If there was any doubt that the Apache Hadoop platform has captured the hearts and minds of big data believers everywhere, the recent Hadoop Summit in San Jose on June 26 and 27, 2013, may have settled the question once and for all.
What I took away from the event is that Hadoop is not only alive and well, it is moving forward at light speed. I can say this as I witnessed the energy myself -- the new Hadoop 2.0 technology is advancing in leaps and bounds, the quality of use cases is extraordinary, and the platform’s vendor ecosystem is innovating at a rapid pace.
This was the 6th annual Hadoop Summit (plus another summit held in Amsterdam in early 2013), attracting over 2,500 attendees up from the 2006 event with just 200. The conference was co-hosted by Hortonworks, Inc. and Yahoo.

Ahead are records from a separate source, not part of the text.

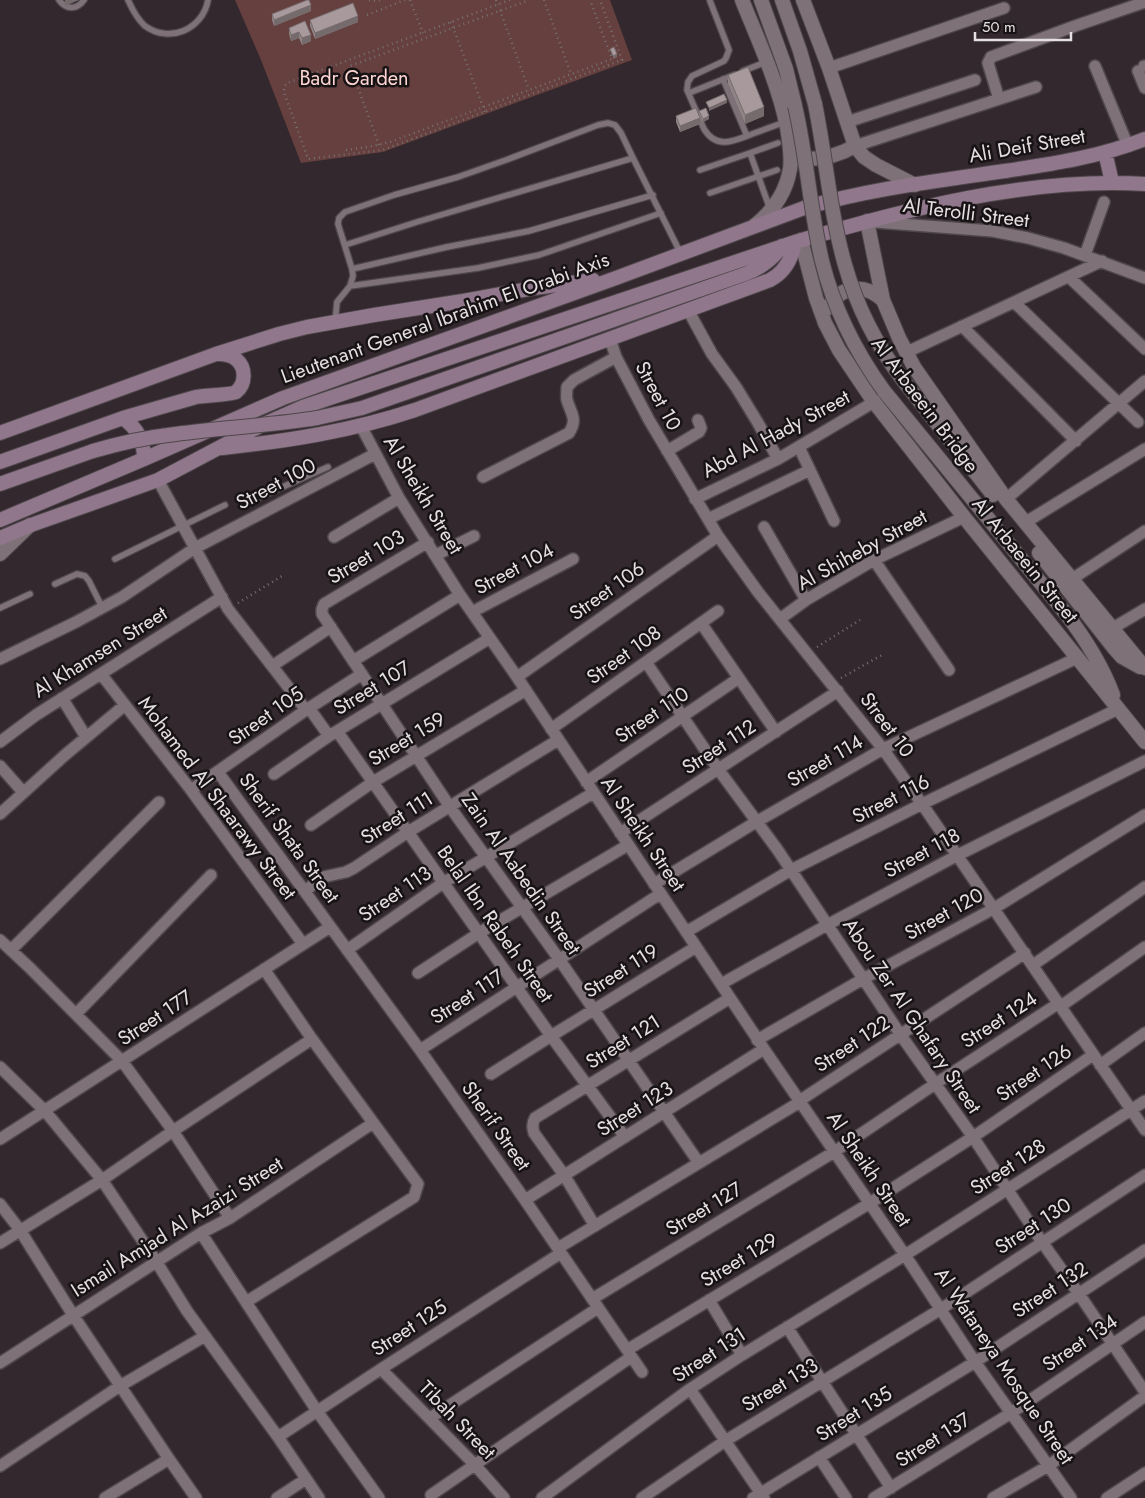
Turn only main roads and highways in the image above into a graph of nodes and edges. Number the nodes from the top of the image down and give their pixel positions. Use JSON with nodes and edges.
{"nodes":[{"id":1,"x":1145,"y":140,"type":"edge"},
{"id":2,"x":1105,"y":152,"type":"junction"},
{"id":3,"x":1112,"y":182,"type":"junction"},
{"id":4,"x":1145,"y":184,"type":"edge"},
{"id":5,"x":915,"y":185,"type":"joint"},
{"id":6,"x":793,"y":243,"type":"junction"},
{"id":7,"x":616,"y":278,"type":"junction"},
{"id":8,"x":216,"y":354,"type":"junction"},
{"id":9,"x":123,"y":418,"type":"junction"},
{"id":10,"x":0,"y":433,"type":"edge"},
{"id":11,"x":217,"y":449,"type":"junction"},
{"id":12,"x":144,"y":459,"type":"junction"},
{"id":13,"x":0,"y":462,"type":"edge"},
{"id":14,"x":0,"y":484,"type":"edge"},
{"id":15,"x":0,"y":520,"type":"edge"},
{"id":16,"x":0,"y":538,"type":"edge"}],
"edges":[{"from":1,"to":2,"type":"main road","name":"Ali Deif Street"},
{"from":2,"to":3,"type":"main road"},
{"from":2,"to":5,"type":"main road","name":"Ali Deif Street"},
{"from":3,"to":4,"type":"main road","name":"Lieutenant General Ibrahim El Orabi Axis"},
{"from":3,"to":6,"type":"main road","name":"Lieutenant General Ibrahim El Orabi Axis"},
{"from":5,"to":7,"type":"main road","name":"Lieutenant General Ibrahim El Orabi Axis"},
{"from":6,"to":11,"type":"main road","name":"Lieutenant General Ibrahim El Orabi Axis"},
{"from":6,"to":11,"type":"main road"},
{"from":6,"to":14,"type":"main road","bridge":true},
{"from":7,"to":8,"type":"main road"},
{"from":7,"to":12,"type":"main road","name":"Lieutenant General Ibrahim El Orabi Axis"},
{"from":8,"to":9,"type":"main road"},
{"from":8,"to":10,"type":"main road"},
{"from":9,"to":12,"type":"main road"},
{"from":9,"to":13,"type":"main road"},
{"from":11,"to":16,"type":"main road","name":"Lieutenant General Ibrahim El Orabi Axis"},
{"from":12,"to":15,"type":"main road","name":"Lieutenant General Ibrahim El Orabi Axis"}]}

The event was all that a technical conference should be: a great location in Silicon Valley, an accommodating venue in the San Jose Convention Center, sizzling hot technology, an abundance of enthusiastic techies, great geek perks like the MapR hats and bean bag giveaways, excellent breadth of technical sessions, probing keynote talks, and a rocking party at the Tech Museum. The excitement reminds me dearly of the early JavaOne conferences held at San Francisco’s Moscone Center.
My favorite technical session was “Enabling R on Hadoop,” which discussed the RHadoop technology for optimizing R workloads for use on Hadoop. This directly relates to my work as a data scientist, so I’m quite excited about the direction both R and Hadoop are going.
The Hadoop Summit was all about extending the Hadoop disruptive data processing framework with new elements that encompass an already wildly successful technology stack. Collectively, the next generation Hadoop platform is called Hadoop 2.0. Here’s a short list of new technical directions highlighted at the summit:
Ambari -- aimed at making lives of Hadoop operators, users, and integrators simpler by providing a management interface for deploying, configuring, and managing large Hadoop and HBase clusters.
Giraph -- performs offline, batch processing of very large graph datasets on top of a Hadoop cluster.
Tez -- the next generation query processing framework for Hadoop written on top of YARN.
Falcon -- a new data processing and management platform for Hadoop.
Use cases abound
The second day keynote session featured a number of compelling use case examples of the Hadoop architecture. For example, cycling champion Sky Christopherson described how the US Women’s Cycling Team used a Hadoop-based big data implementation to help win a Silver medal in the 2012 London Olympics by integrating, analyzing, and visualizing sensor and device data critical to making informed training decisions.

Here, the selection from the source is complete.